How to Use Spanning Trees to Navigate in Graphs. Dragan, Xiang. FOCS 2009.

  1. Investigates how to navigate graphs efficiently using the spanning tree T of a graph G
  2. Navigation is done through knowledge of a nodes neighbors (or k-neighborhood) and T
  3. In wireless networks, a common heuristic is to simply move packets to the neighbor that is geographically closest to the destination.  Of course this scheme can run into problems so there are various methods to try and escape local optima
    1. If geographic distances arent applicable or unkown, other similar methods measure location based on proximity to a number of “beacon” nodes.  This usually works well in practice, but does not have theoretic guarantees
  4. If however, an embedding of the spanning tree is used instead of beacons, delivery is guaranteed
  5. Its possible to encode node labels compactly s.t. node distances can be found simply by comparing labels (of size log^2 n)
    1. So minimum spanning tree routing can be done just with these particularly encoded labels and an adjacency list for each node
  6. In some classes of graphs routing according to the MST will be optimal
  7. There are two additional tree routing strategies (aside from the obvious one) that need a small amount of information for each node (logarithmic) that encodes how far up the spanning tree it is
    1. These two strategies are “simpler and more compact” than the vanilla method, and in some cases the paths created will be shorter
  8. The results are all for particular classes of graphs which I’m not going to investigate in particular

How Optimized Environmental Sensing helps address Information Overload. Guestrin. Talk 2009

  1. When working in non-submodular functions there is <usually?> a trick that allows the problem to be solved.
    1. That is SATURATE
    2. Basically its as good as you can do
    3. Works by artificially allowing more sensors than allowed and then truncating the actual selection
    4. Of course this isn’t for all problems, but a subset of problems that are not natively submodular

Adaptive Submodularity: A New Approach to Active Learning and Stochastic Optimization. Glovin, Krause, Ray. Talk (NIPS 2010)

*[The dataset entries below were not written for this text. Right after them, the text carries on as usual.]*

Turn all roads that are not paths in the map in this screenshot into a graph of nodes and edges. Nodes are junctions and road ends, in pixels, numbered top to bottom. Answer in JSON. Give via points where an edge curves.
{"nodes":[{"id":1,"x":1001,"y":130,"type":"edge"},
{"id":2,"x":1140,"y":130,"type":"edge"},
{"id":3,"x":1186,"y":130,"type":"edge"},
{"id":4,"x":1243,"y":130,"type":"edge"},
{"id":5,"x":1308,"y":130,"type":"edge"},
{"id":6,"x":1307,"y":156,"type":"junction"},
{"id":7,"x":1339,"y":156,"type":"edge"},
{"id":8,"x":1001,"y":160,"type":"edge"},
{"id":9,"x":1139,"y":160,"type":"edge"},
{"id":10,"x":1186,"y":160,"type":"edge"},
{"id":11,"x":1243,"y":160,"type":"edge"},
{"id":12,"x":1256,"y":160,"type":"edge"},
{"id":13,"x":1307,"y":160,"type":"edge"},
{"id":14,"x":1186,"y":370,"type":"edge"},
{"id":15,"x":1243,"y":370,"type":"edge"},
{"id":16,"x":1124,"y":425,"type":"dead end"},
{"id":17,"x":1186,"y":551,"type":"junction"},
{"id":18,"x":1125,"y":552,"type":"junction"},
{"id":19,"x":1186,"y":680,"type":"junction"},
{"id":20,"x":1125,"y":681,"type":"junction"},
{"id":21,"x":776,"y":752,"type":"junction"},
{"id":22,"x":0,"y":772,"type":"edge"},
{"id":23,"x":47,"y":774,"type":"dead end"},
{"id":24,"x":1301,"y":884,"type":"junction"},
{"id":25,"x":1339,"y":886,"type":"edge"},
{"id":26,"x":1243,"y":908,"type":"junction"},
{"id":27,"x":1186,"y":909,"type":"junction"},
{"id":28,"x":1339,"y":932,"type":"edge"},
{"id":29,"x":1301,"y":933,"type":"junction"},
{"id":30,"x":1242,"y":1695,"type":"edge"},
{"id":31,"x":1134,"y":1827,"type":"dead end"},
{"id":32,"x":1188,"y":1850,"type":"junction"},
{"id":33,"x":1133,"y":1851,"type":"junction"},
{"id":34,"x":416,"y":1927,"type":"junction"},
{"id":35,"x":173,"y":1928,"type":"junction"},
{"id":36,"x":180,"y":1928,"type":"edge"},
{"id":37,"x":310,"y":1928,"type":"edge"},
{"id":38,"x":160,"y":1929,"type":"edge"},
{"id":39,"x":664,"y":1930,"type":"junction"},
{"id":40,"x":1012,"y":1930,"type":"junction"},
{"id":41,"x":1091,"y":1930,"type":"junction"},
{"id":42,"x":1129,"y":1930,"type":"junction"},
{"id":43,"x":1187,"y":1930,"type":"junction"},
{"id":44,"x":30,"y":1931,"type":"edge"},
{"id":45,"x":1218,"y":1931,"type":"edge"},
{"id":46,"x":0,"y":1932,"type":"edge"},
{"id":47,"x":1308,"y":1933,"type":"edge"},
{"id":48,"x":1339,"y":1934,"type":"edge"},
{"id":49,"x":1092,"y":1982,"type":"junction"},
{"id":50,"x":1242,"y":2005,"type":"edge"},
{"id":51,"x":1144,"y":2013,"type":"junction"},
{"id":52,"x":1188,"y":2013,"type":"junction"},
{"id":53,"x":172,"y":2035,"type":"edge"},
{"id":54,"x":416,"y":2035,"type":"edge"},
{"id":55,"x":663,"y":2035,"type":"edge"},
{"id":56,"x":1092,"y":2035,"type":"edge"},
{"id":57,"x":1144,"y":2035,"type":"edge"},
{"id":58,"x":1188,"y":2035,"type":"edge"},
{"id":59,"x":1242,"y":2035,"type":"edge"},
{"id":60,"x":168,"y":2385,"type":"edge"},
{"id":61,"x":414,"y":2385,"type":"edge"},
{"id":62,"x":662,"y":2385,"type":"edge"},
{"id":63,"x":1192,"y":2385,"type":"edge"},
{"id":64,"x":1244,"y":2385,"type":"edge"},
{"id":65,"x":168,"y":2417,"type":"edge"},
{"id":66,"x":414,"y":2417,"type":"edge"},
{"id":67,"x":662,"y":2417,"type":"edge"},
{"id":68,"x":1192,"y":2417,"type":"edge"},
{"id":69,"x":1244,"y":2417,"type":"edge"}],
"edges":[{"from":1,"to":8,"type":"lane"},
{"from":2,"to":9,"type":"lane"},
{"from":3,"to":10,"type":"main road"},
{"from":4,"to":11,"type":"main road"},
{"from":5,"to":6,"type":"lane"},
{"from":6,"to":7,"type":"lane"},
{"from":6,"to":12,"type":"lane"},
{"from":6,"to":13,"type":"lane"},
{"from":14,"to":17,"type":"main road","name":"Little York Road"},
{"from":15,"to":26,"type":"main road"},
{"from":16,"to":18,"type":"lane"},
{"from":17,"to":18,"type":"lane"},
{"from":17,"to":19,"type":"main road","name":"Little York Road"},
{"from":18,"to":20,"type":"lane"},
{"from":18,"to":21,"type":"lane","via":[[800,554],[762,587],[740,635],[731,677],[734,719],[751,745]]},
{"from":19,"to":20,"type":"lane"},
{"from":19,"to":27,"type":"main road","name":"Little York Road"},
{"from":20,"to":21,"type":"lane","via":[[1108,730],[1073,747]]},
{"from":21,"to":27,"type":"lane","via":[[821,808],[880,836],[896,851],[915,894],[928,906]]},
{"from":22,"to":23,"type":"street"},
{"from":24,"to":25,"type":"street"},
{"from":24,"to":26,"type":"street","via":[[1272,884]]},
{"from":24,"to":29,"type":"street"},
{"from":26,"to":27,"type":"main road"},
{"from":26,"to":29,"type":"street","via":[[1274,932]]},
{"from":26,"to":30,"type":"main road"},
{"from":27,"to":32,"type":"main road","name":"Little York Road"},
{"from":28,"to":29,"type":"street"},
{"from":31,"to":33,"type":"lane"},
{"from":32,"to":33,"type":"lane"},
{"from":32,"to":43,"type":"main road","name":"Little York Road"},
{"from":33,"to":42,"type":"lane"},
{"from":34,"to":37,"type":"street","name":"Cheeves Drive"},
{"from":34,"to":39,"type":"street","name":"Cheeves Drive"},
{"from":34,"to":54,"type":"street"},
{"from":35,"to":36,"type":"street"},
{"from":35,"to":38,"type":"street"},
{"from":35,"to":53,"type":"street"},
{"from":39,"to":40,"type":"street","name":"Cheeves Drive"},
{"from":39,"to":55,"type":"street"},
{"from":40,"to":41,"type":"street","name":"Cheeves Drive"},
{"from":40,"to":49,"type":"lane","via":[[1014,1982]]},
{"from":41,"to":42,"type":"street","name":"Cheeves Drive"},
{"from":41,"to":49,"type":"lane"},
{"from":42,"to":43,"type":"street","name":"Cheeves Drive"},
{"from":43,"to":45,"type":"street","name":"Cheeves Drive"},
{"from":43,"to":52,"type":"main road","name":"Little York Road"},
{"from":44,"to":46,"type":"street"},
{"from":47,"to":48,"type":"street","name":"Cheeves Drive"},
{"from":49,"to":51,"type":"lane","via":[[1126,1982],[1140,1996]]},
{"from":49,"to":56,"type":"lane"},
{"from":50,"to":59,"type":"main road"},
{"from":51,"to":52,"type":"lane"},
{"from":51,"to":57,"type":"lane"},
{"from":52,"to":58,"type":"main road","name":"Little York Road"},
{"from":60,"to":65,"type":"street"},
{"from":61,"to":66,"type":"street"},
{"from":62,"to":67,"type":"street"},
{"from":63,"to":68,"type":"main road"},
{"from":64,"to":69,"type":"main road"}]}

  1. Basic idea is consider submodular functions, they they are stochastic and unfold over time.  So instead of making all decisions in one shot (before execution begins), better to wait to see how the first decision unfolds before making the second, etc.
    1. Gives the example of influence in social networks – if you want to get people to plug a product you give to a few people for free, see how influence is spreading from the first person before deciding the second
  2. The setting described here is a generalization of standard suboptimality
  3. Analysis here allows many results from standard submodular optimization to the adaptive setting
  4. Instead of maximizing margin, maximizes expected margin based on current state, but does this only for the first selection, and the results of the first selection on state then become conditions for the next choice
  5. Gets standard bounds of 1-1/e
  6. Because adaptive, can now do things like “take the minimal number of actions needed to achieve X”, which you couldn’t do with standard submodularity (there, you can just say “maximize the benefit of N choices”
    1. This is a log-approximation ln(n)+1 for stochastic set cover
  7. Another application optimal decision trees
    1. “Generalized binary search” which is equivalent to max info gain
    2. This problem is adaptive submodular <I thought things like xor in decision trees arent submodular, but maybe because we are talking w.r.t. information gain it is?>
    3. Give bounds for this approximation
    4. “Results require that tests are exact (no noise)!”
  8. If trying to do decision trees in noisy setting, can do a Bayesian version
    1. But generalized binary search, maxing info gain, and maxing value of info aren’t adaptive submodular in noisy setting.  In noisy settings they require exponentially more tests than optimum <Should really read this paper>
  9. Trick is to transform noisy problem into normal problem by making outcome part of the hypothesis
    1. Only need to distinguish between noisy hypotheses that lead to different decisions
  10. Gives bounds for this Bayesian active learning for noisy domains
  11. Give an example of testing different psyhological/economic models of how people perform decision making
    1. For this setting, turns out many common approaches actually do much worse than random

Near-optimal Nonmyopic Value of Information in Graphical Models. Krause, Guestrin. UAI 2005.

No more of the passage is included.